Tell how many lines in the records contain the word "junction"; the number alone is the answer.
The data START
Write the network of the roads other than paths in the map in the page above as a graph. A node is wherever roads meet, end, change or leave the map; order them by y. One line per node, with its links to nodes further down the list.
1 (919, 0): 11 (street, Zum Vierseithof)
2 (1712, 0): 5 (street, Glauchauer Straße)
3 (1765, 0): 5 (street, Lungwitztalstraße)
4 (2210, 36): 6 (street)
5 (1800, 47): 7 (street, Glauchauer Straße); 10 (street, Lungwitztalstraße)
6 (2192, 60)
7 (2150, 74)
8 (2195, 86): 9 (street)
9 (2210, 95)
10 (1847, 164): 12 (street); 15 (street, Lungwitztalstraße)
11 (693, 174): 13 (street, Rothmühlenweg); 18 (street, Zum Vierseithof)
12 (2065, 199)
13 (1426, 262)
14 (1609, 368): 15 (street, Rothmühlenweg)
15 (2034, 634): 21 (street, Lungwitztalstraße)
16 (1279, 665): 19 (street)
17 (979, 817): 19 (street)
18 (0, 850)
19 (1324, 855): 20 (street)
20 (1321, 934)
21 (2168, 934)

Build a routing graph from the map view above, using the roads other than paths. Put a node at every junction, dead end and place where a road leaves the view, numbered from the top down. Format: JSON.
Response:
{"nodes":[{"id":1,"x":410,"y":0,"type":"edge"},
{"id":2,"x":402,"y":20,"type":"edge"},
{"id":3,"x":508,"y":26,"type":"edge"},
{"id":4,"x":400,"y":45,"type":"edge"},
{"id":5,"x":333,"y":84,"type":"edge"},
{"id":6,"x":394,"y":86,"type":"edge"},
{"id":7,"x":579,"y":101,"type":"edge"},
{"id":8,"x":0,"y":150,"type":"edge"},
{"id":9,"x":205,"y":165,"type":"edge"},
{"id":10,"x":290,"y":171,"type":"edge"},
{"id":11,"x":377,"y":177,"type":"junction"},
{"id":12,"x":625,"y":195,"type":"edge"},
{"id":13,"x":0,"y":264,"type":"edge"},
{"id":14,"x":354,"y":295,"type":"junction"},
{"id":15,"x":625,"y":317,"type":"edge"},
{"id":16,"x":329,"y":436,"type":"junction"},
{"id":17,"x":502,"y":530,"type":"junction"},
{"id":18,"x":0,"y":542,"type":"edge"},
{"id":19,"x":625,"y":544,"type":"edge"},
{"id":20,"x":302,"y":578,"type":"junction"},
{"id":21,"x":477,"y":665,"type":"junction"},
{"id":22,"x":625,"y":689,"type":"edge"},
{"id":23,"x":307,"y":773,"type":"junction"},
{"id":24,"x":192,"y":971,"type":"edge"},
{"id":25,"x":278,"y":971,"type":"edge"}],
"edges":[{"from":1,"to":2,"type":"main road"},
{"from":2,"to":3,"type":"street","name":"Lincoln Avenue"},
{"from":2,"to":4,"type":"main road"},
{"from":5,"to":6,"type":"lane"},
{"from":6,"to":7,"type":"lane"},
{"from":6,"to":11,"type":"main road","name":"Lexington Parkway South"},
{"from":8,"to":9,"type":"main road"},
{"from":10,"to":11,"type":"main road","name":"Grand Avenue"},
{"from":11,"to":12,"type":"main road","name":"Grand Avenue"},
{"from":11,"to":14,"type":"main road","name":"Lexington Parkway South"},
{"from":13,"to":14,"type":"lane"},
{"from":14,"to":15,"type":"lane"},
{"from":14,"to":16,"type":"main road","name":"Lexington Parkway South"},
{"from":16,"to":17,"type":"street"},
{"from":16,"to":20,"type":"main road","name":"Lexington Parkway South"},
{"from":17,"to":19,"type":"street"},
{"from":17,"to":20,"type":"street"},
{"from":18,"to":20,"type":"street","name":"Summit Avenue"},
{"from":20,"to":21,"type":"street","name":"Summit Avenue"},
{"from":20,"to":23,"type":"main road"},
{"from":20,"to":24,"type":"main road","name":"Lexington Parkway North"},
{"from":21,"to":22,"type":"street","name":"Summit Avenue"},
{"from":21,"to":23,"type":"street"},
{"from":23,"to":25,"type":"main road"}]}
The data END
Response for this exercise - 8